One of Fred Lamphere’s lifelong hunting goals first began as an image on a coin.
“One of my first hobbies growing up was coin collecting,” said Lamphere. “The first time I saw a caribou was on a Canadian quarter.”
A fascination with caribou, also known as reindeer, would continue as Lamphere grew up in Western South Dakota with its abundance of game animals.
Lamphere has served 30 years in law enforcement, starting in Newell and including the last 18 years as Butte County Sheriff.
He and his wife have also outfitted and guided hunts in western South Dakota, Montana and Wyoming for more than 23 years.

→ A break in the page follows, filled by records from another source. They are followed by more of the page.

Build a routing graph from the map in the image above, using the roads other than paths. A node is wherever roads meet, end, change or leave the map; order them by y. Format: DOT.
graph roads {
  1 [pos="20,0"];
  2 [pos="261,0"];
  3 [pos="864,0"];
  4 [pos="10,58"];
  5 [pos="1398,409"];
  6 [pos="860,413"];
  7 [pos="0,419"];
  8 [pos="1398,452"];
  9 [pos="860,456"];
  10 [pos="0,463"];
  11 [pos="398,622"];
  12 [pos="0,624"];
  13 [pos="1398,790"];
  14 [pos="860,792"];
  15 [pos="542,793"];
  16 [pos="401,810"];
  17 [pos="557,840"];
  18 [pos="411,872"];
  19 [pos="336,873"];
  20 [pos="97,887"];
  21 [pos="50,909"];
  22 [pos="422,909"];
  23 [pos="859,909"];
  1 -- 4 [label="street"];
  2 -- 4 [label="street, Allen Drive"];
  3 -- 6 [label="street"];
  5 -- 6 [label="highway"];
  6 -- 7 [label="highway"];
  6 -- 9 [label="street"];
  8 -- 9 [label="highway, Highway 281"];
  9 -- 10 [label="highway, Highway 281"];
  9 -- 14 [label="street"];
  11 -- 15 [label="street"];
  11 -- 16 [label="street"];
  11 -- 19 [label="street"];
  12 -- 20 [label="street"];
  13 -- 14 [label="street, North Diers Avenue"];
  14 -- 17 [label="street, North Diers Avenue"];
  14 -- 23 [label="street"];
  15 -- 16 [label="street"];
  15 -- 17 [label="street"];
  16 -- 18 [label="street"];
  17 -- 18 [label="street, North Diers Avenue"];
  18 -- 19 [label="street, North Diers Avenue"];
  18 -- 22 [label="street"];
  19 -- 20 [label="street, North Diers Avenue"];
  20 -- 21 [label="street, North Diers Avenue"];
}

Lamphere has also been a Hunt Safe Instructor for South Dakota Game, Fish & Parks since 1997.
A hunt of caribou in the northern tundra of Canada rose to the top of his outdoors to-do list, finally checked off five years ago when a son, Brian, helped set up a guided trip to Northern Manitoba.
“I was taken aback to say the least. I was so excited, proud and overwhelmed it was finally going to happen,” Lamphere recalled.
In spite of knee problems, Lamphere was able to participate in the September 2014 hunt, accompanied by Brian and family friends, father and son, Jerry and Ryan Pflaumer of Gillette.
The trip resulted in Lamphere’s taking a central Canada barren ground caribou, which five years later earned a Third Award at the Boone and Crockett Club’s 30th Big Game Awards Banquet in Springfield, Mo. last month.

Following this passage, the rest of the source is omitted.